↓

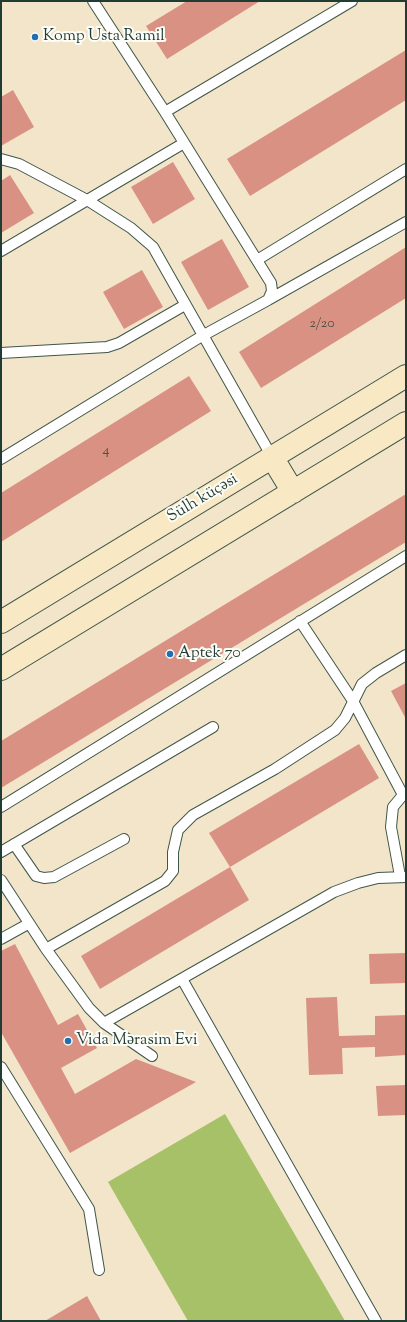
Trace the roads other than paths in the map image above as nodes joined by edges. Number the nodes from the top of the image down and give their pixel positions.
1 (93, 1) edge
2 (352, 1) edge
3 (165, 112) junction
4 (184, 143) junction
5 (1, 159) edge
6 (406, 169) edge
7 (87, 200) junction
8 (406, 222) edge
9 (1, 251) edge
10 (257, 260) junction
11 (268, 300) junction
12 (185, 305) junction
13 (202, 336) junction
14 (1, 353) edge
15 (406, 376) edge
16 (406, 423) edge
17 (272, 457) junction
18 (1, 459) edge
19 (293, 492) junction
20 (406, 556) edge
21 (300, 621) junction
22 (1, 622) edge
23 (406, 655) edge
24 (1, 669) edge
25 (353, 701) junction
26 (213, 727) dead end
27 (405, 794) edge
28 (1, 807) edge
29 (124, 839) dead end
30 (14, 844) junction
31 (1, 852) edge
32 (403, 877) edge
33 (1, 880) edge
34 (28, 924) junction
35 (1, 939) edge
36 (46, 949) junction
37 (182, 979) junction
38 (104, 1023) junction
39 (152, 1056) dead end
40 (1, 1067) edge
41 (99, 1270) dead end
42 (376, 1321) edge

1 - 3 lane
2 - 3 lane
3 - 4 lane
4 - 7 lane
4 - 10 lane
5 - 7 lane
6 - 10 lane
7 - 9 lane
7 - 12 lane
8 - 11 lane
10 - 11 lane
11 - 13 lane
12 - 13 lane
12 - 14 lane
13 - 17 lane
13 - 18 lane
15 - 17 main road, Sülh küçəsi
16 - 19 main road
17 - 19 main road
17 - 22 main road, Sülh küçəsi
19 - 24 main road
20 - 21 lane
21 - 25 lane
21 - 28 lane
23 - 25 lane
25 - 27 lane
25 - 36 lane
26 - 30 lane
27 - 32 lane
29 - 30 lane
30 - 31 lane
32 - 37 lane
33 - 34 lane
34 - 35 lane
34 - 36 lane
36 - 38 lane
37 - 38 lane
37 - 42 lane
38 - 39 lane
40 - 41 lane

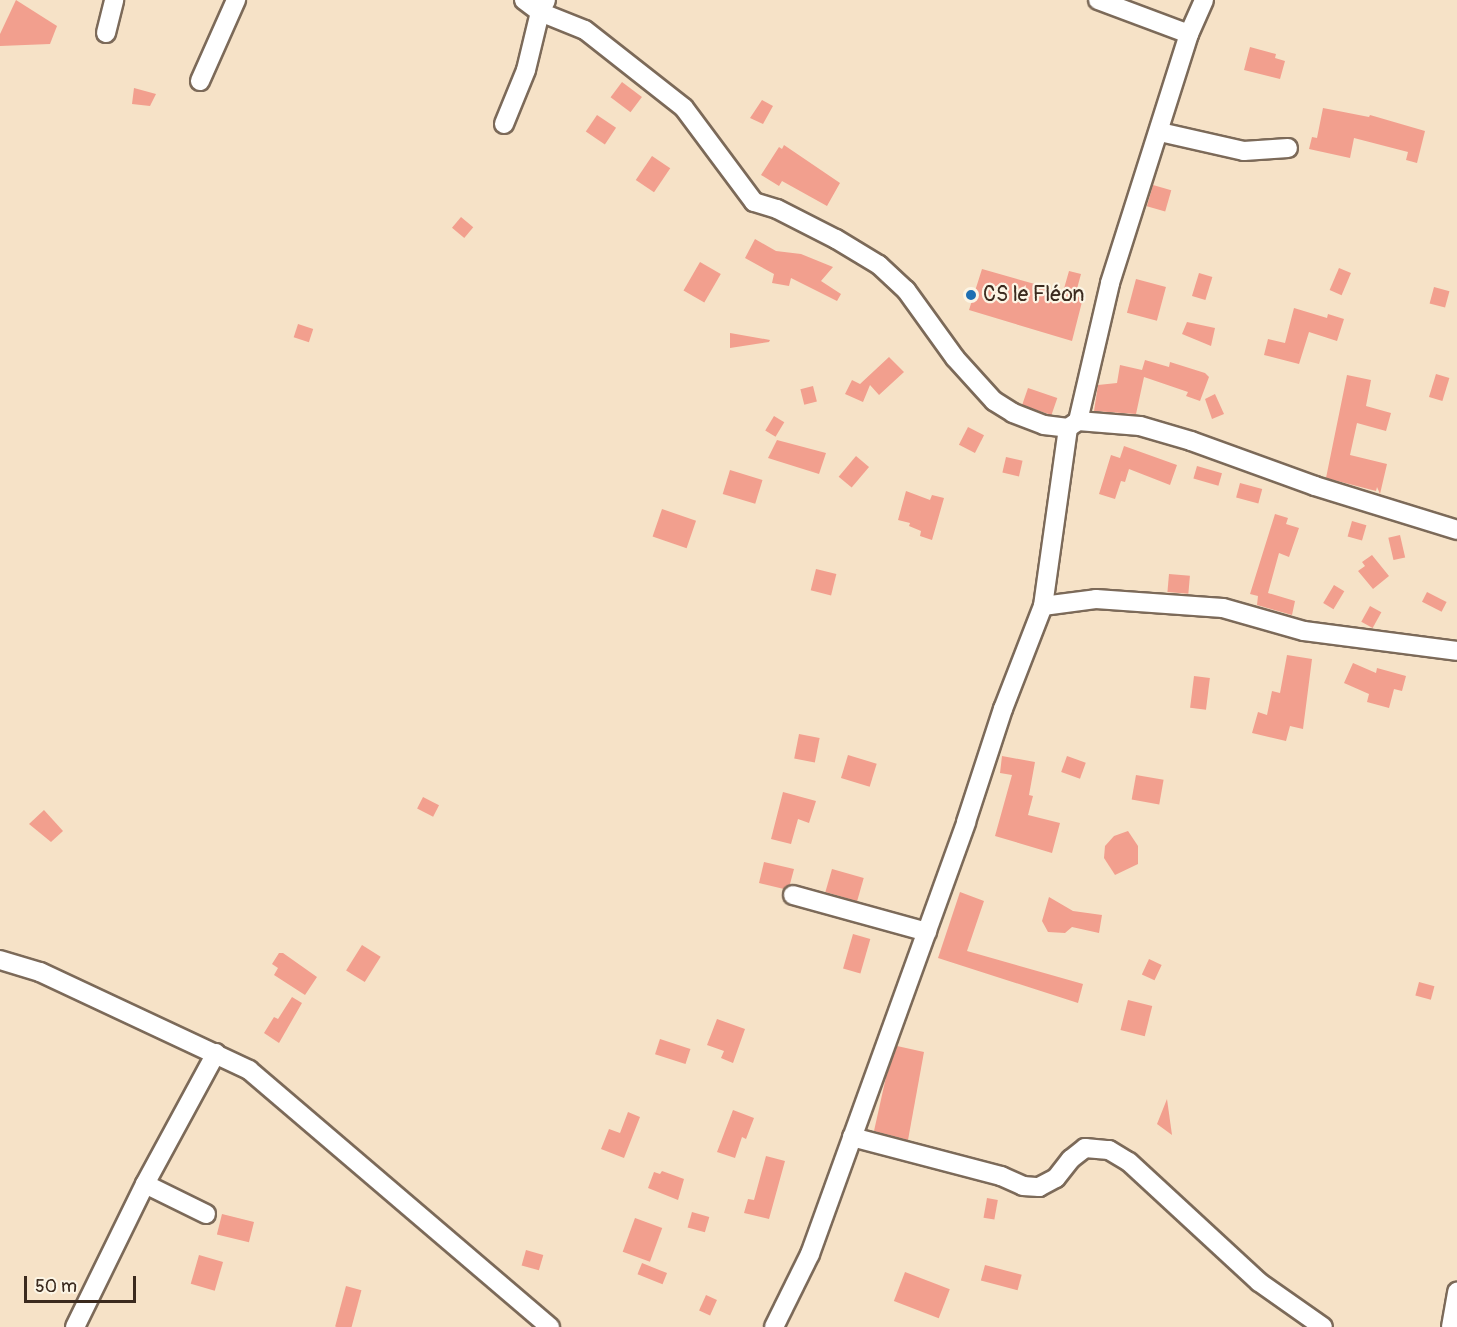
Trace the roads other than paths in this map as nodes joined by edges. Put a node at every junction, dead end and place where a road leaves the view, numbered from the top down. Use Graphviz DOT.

↑

_YOUR ASSIGNMENT_
Copy out every entry above exactly. Leave the pictures out.

_OUTPUT FOR THIS EXERCISE_
Trace the roads other than paths in the map image above as nodes joined by edges. Number the nodes from the top of the image down and give their pixel positions.
1 (93, 1) edge
2 (352, 1) edge
3 (165, 112) junction
4 (184, 143) junction
5 (1, 159) edge
6 (406, 169) edge
7 (87, 200) junction
8 (406, 222) edge
9 (1, 251) edge
10 (257, 260) junction
11 (268, 300) junction
12 (185, 305) junction
13 (202, 336) junction
14 (1, 353) edge
15 (406, 376) edge
16 (406, 423) edge
17 (272, 457) junction
18 (1, 459) edge
19 (293, 492) junction
20 (406, 556) edge
21 (300, 621) junction
22 (1, 622) edge
23 (406, 655) edge
24 (1, 669) edge
25 (353, 701) junction
26 (213, 727) dead end
27 (405, 794) edge
28 (1, 807) edge
29 (124, 839) dead end
30 (14, 844) junction
31 (1, 852) edge
32 (403, 877) edge
33 (1, 880) edge
34 (28, 924) junction
35 (1, 939) edge
36 (46, 949) junction
37 (182, 979) junction
38 (104, 1023) junction
39 (152, 1056) dead end
40 (1, 1067) edge
41 (99, 1270) dead end
42 (376, 1321) edge

1 - 3 lane
2 - 3 lane
3 - 4 lane
4 - 7 lane
4 - 10 lane
5 - 7 lane
6 - 10 lane
7 - 9 lane
7 - 12 lane
8 - 11 lane
10 - 11 lane
11 - 13 lane
12 - 13 lane
12 - 14 lane
13 - 17 lane
13 - 18 lane
15 - 17 main road, Sülh küçəsi
16 - 19 main road
17 - 19 main road
17 - 22 main road, Sülh küçəsi
19 - 24 main road
20 - 21 lane
21 - 25 lane
21 - 28 lane
23 - 25 lane
25 - 27 lane
25 - 36 lane
26 - 30 lane
27 - 32 lane
29 - 30 lane
30 - 31 lane
32 - 37 lane
33 - 34 lane
34 - 35 lane
34 - 36 lane
36 - 38 lane
37 - 38 lane
37 - 42 lane
38 - 39 lane
40 - 41 lane

Trace the roads other than paths in this map as nodes joined by edges. Put a node at every junction, dead end and place where a road leaves the view, numbered from the top down. Use Graphviz DOT.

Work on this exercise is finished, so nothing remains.